Outside, Alex waited. The old woman came out of the church a few seconds later.
“Today you will continue on to the Camargue?” she asked, recalling the previous day’s conversation.
Alex hesitated. “Yes. Yes, I think so,” she said. “Unless I change my mind and go back to Paris. I’m thinking about-”
“No, no, no!” the old woman said sharply. “Il te faut continuer, ma chérie! You must go on. You must stay with your plans. You are young and pretty. The world is big and wonderful and waits for you. You will make many friends. You are a blessed person, I can tell.”
“Merci bien,” Alex said.
“If I had a gift, I would give you one,” the old lady said. “But I am old and not well off. So I don’t.”
“I think you just did give me a gift.”
“I don’t understand.”
“You remind me so much of my grandmother. It’s almost as if you’re her.”
The old lady laughed. “You flatter me,” she said.

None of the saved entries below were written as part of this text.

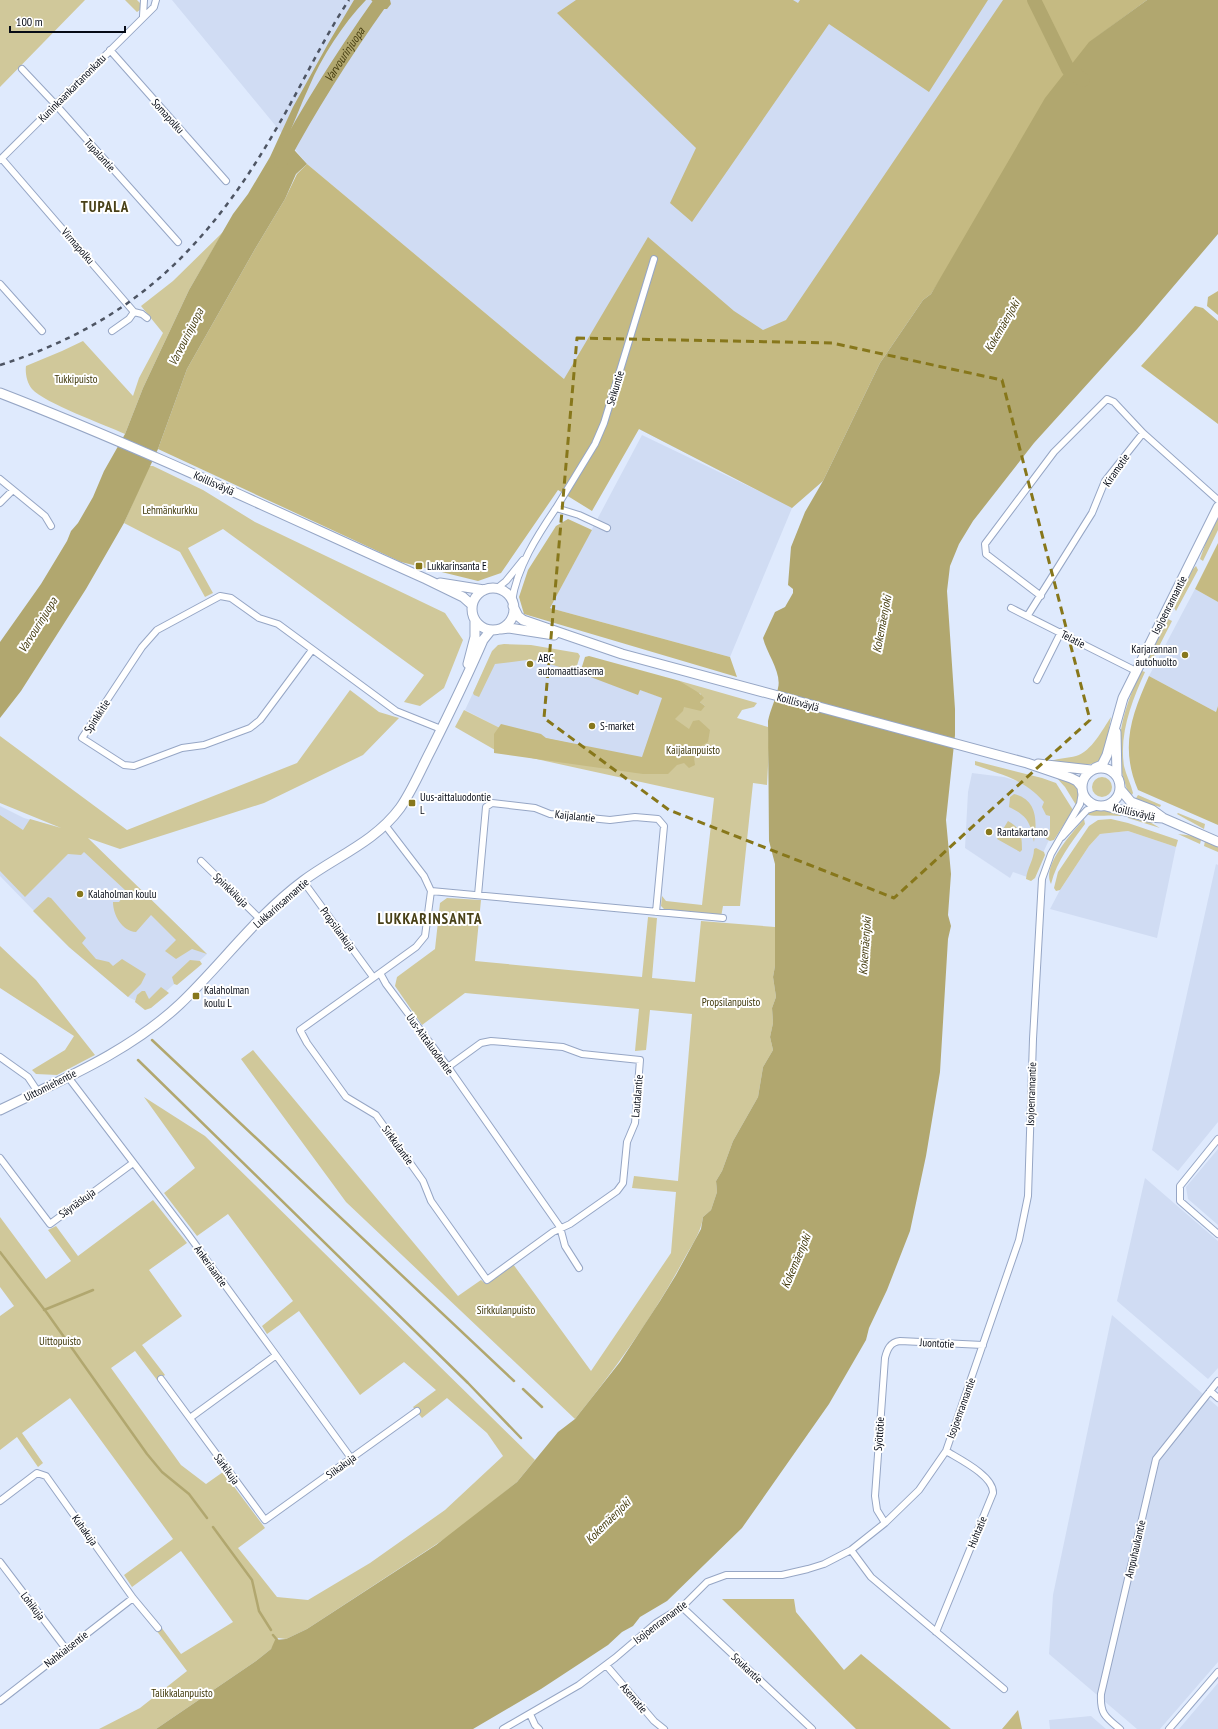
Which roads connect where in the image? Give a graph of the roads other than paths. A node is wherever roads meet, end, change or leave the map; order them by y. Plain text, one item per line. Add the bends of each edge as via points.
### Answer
1 (144, 0) edge
2 (156, 0) edge
3 (144, 16) junction
4 (110, 50) junction
5 (22, 69) dead end
6 (56, 105) junction
7 (1, 160) edge
8 (226, 181) dead end
9 (178, 242) dead end
10 (654, 259) dead end
11 (0, 284) edge
12 (134, 312) junction
13 (147, 318) dead end
14 (42, 331) dead end
15 (112, 331) dead end
16 (0, 394) edge
17 (1143, 433) junction
18 (0, 479) edge
19 (13, 490) junction
20 (1218, 500) edge
21 (0, 503) edge
22 (1218, 507) edge
23 (556, 508) junction
24 (51, 526) dead end
25 (607, 528) dead end
26 (529, 552) junction
27 (426, 579) junction
28 (496, 589) junction
29 (484, 590) junction
30 (1041, 596) junction
31 (512, 603) junction
32 (472, 606) junction
33 (1011, 608) dead end
34 (1028, 615) junction
35 (475, 621) junction
36 (501, 629) junction
37 (491, 630) junction
38 (1060, 632) junction
39 (571, 638) junction
40 (312, 650) junction
41 (1136, 671) junction
42 (1037, 680) dead end
43 (462, 686) junction
44 (1116, 727) junction
45 (441, 729) junction
46 (1027, 763) junction
47 (1093, 769) junction
48 (1117, 776) junction
49 (1120, 789) junction
50 (1082, 790) junction
51 (1102, 806) junction
52 (1163, 818) junction
53 (385, 825) junction
54 (1062, 837) junction
55 (1218, 842) edge
56 (201, 861) dead end
57 (303, 881) junction
58 (431, 891) junction
59 (478, 895) junction
60 (656, 912) junction
61 (723, 918) dead end
62 (260, 919) junction
63 (380, 973) junction
64 (374, 977) junction
65 (0, 1057) edge
66 (100, 1059) joint
67 (448, 1067) junction
68 (68, 1077) junction
69 (38, 1092) junction
70 (0, 1110) edge
71 (1218, 1139) edge
72 (0, 1158) edge
73 (133, 1163) junction
74 (560, 1227) junction
75 (1218, 1234) edge
76 (579, 1268) dead end
77 (891, 1344) joint
78 (983, 1345) junction
79 (275, 1356) junction
80 (161, 1379) dead end
81 (1218, 1381) edge
82 (1210, 1391) junction
83 (1218, 1398) edge
84 (417, 1411) dead end
85 (190, 1418) junction
86 (946, 1451) junction
87 (351, 1458) junction
88 (0, 1501) edge
89 (265, 1520) joint
90 (885, 1523) junction
91 (851, 1550) junction
92 (0, 1562) edge
93 (133, 1598) junction
94 (682, 1607) junction
95 (158, 1628) dead end
96 (936, 1632) junction
97 (66, 1649) junction
98 (606, 1665) junction
99 (1218, 1672) edge
100 (1004, 1689) dead end
101 (0, 1701) edge
102 (530, 1714) junction
103 (503, 1729) edge
104 (539, 1729) edge
105 (664, 1729) edge
106 (812, 1729) edge
107 (1120, 1729) edge
108 (1169, 1729) edge

1 - 3 street
2 - 3 street, Kuninkaankartanonkatu via 154,7
3 - 4 street, Kuninkaankartanonkatu
4 - 6 street, Kuninkaankartanonkatu
4 - 8 street, Somapolku
5 - 6 street, Tupalantie
6 - 7 street, Kuninkaankartanonkatu
6 - 9 street, Tupalantie
7 - 12 street, Virmapolku
10 - 23 street, Seikuntie via 604,424 595,444
11 - 14 street
12 - 13 street
12 - 15 street via 129,319
16 - 27 main road, Koillisväylä via 36,406 164,460
17 - 20 street
17 - 30 street, Kiramotie via 1105,481 1092,512
17 - 30 street via 1114,402 1107,399 1054,452 985,544 986,554
18 - 19 street
19 - 21 street
19 - 24 street via 45,516
22 - 41 main road, Isojoenrannantie
23 - 25 street
23 - 26 street, Seikuntie
26 - 28 street, Seikuntie via 506,581
26 - 31 street, Seikuntie via 519,573
27 - 29 main road, Koillisväylä via 467,589
27 - 32 main road, Koillisväylä via 463,597
28 - 29 main road
28 - 31 main road via 506,594
29 - 32 main road via 476,596
30 - 34 street, Kiramotie
31 - 36 main road via 510,620
31 - 39 main road, Koillisväylä via 518,616 523,620
32 - 35 main road
33 - 34 street, Telatie
34 - 38 street, Telatie
35 - 37 main road
35 - 43 main road, Lukkarinsannantie via 475,637
36 - 37 main road
36 - 39 main road, Koillisväylä via 509,628
37 - 43 main road, Lukkarinsannantie via 483,640
38 - 41 street, Telatie
38 - 42 street
39 - 46 main road, Koillisväylä
40 - 40 street, Spinkkitie via 278,624 259,618 231,598 220,596 157,630 142,647 82,738 124,765 134,766 182,748 204,746 244,730 260,720
40 - 45 street, Spinkkitie via 396,711
41 - 44 main road, Isojoenrannantie via 1123,698
43 - 45 main road, Lukkarinsannantie
44 - 47 main road, Isojoenrannantie via 1104,761
44 - 48 main road, Isojoenrannantie
45 - 53 main road, Lukkarinsannantie via 400,808
46 - 47 main road, Koillisväylä
46 - 50 main road, Koillisväylä via 1071,778 1077,781
47 - 48 main road via 1107,768
47 - 50 main road via 1085,776
48 - 49 main road
49 - 51 main road via 1114,801
49 - 52 main road, Koillisväylä via 1131,802 1152,810
50 - 51 main road via 1088,801
50 - 54 street, Isojoenrannantie via 1080,804
51 - 52 main road, Koillisväylä
51 - 54 street, Isojoenrannantie via 1087,810
52 - 55 main road, Koillisväylä
53 - 57 main road, Lukkarinsannantie
53 - 58 street via 424,876
54 - 78 street, Isojoenrannantie via 1046,866 1040,899 1028,1196 1019,1240
56 - 62 street, Spinkkikuja
57 - 62 main road, Lukkarinsannantie
57 - 64 street, Propsilankuja
58 - 59 street
58 - 63 street via 425,936 416,947
59 - 60 street
59 - 60 street, Kaijalantie via 486,807 492,803 535,808 550,814 610,820 635,817 658,820 664,826
60 - 61 street
62 - 66 main road, Lukkarinsannantie via 179,1005 141,1035
63 - 64 street, Sirkkulantie
63 - 67 street, Uus-Aittaluodontie
64 - 74 street, Sirkkulantie via 300,1030 346,1097 376,1114 423,1181 430,1201 487,1280
65 - 69 street via 28,1076
66 - 68 main road, Uittomiehentie
67 - 74 street, Uus-Aittaluodontie
67 - 74 street, Lautalantie via 481,1043 491,1041 563,1047 582,1054 640,1060 635,1123 627,1142 623,1183 617,1191 570,1224
68 - 69 main road, Uittomiehentie
68 - 73 street, Ankeriaantie
69 - 70 main road, Uittomiehentie
71 - 75 street via 1180,1186 1180,1201
72 - 73 street, Säynäskuja via 50,1224
73 - 79 street, Ankeriaantie via 187,1233
74 - 76 street, Uus-Aittaluodontie via 564,1246
77 - 78 street, Juontotie via 900,1341
77 - 90 street, Syöttötie via 884,1358 875,1496 877,1510
78 - 86 street, Isojoenrannantie
79 - 85 street
79 - 87 street, Ankeriaantie
80 - 85 street, Särkikuja
81 - 82 street, Ampuhaukantie
82 - 83 street
82 - 107 street, Ampuhaukantie via 1156,1459 1101,1694 1104,1715
84 - 87 street, Siikakuja
85 - 89 street, Särkikuja
86 - 90 street, Isojoenrannantie via 919,1490
86 - 96 street, Huhtatie via 990,1482 993,1493
87 - 89 street, Siikakuja
88 - 93 street, Kuhakuja via 37,1473 46,1476
90 - 91 street, Isojoenrannantie
91 - 94 street, Isojoenrannantie via 824,1564 782,1575 739,1574 714,1578
91 - 96 street via 871,1577
92 - 97 street, Lohikuja
93 - 95 street, Kuhakuja
93 - 97 street, Nahkiaisentie
94 - 98 street, Isojoenrannantie via 656,1623
94 - 106 street, Soukantie
96 - 100 street
97 - 101 street, Nahkiaisentie
98 - 102 street, Isojoenrannantie via 579,1685
98 - 105 street, Asematie via 654,1721
99 - 108 street
102 - 103 street, Isojoenrannantie
102 - 104 street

“My train leaves in an hour,” Alex said. “To the Camargue. Thank you.”
“Good luck to you,” the old lady said. “May God always bless you.”
They embraced again. On her way to the train station, Alex stopped by a small grocery store. From a cheerful shop owner, she bought fresh bread, a packet of cheese, two apples, and some bottled water for the train ride. She had an eye out for René but did not see him.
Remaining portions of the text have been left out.